If we don’t want to combine geometries, we can specifcy do_union = F
as an argument.
ak_mgmt <- ak_pop_sf %>%
group_by(mgmt_area) %>%
summarize(total_pop = sum(total_pop), do_union = F)
plot(ak_mgmt["total_pop"])
Save the spatial object to disk using write_sf()
and specifying the filename.
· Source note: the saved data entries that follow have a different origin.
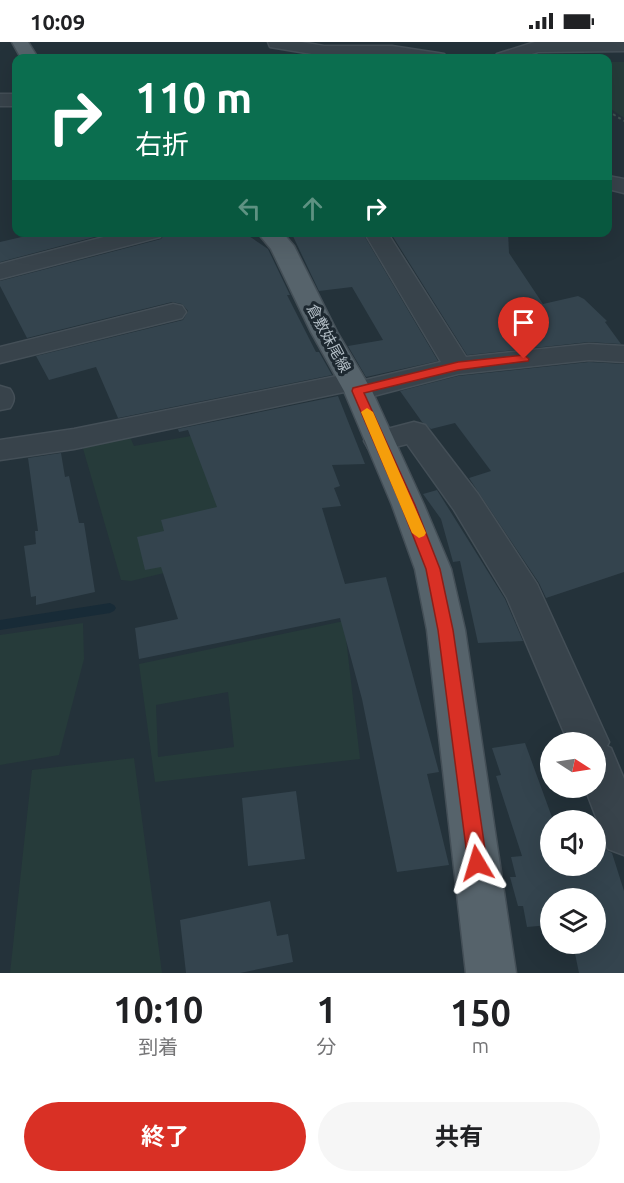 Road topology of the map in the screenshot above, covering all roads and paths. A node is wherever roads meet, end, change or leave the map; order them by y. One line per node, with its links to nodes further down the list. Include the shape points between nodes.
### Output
1 (624, 46): 4 (street, via 536,47)
2 (278, 48): 3 (street)
3 (412, 54)
4 (515, 54)
5 (133, 237): 8 (street)
6 (273, 237): 13 (main road, 倉敷妹尾線, via 282,246)
7 (378, 237): 12 (street)
8 (0, 272)
9 (173, 312): 11 (street)
10 (624, 354): 12 (street, via 589,352)
11 (0, 355)
12 (458, 366): 13 (street)
13 (355, 386): 16 (main road, 倉敷妹尾線); 17 (street)
14 (0, 395): 15 (street)
15 (0, 401)
16 (379, 441): 18 (street, via 414,432 466,502 524,594); 21 (main road, 倉敷妹尾線, via 433,569 451,664)
17 (0, 450)
18 (584, 732)
19 (606, 788): 20 (street)
20 (624, 834)
21 (491, 973)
Writing your file with the extension .shp will assume an ESRI driver driver, but there are many other format options available.
write_sf(ak_pop_sf, "shapefiles/ak_regions_population.shp", delete_layer = TRUE)
ggplot2
now has integrated functionality to plot sf objects using geom_sf()
.
#simplest plot
ggplot(ak_pop_sf) +
geom_sf()
This is useful to make sure your file looks correct but doesn’t display any information about the data. We can plot these regions and fill each polygon based on the population
ggplot(ak_pop_sf) +
geom_sf(aes(fill = total_pop))
We can clean it up a bit, applying a cleaner theme and assigning a continuous color palette.
ggplot(ak_pop_sf) +
geom_sf(aes(fill = total_pop)) +
theme_bw() +
labs(fill = "Total Population") +
scale_fill_continuous(low = "khaki", high = "firebrick", labels = comma)
We can also plot multiple shapefiles in the same plot. Say if we want to visualize rivers in Alaska, in addition to the location of communities, since many communities in Alaska are on rivers. We can read in a rivers shapefile, doublecheck the crs
to make sure it is what we need, and then plot all three shapefiles.
rivers <- read_sf("shapefiles/ak_rivers.shp")
st_crs(rivers)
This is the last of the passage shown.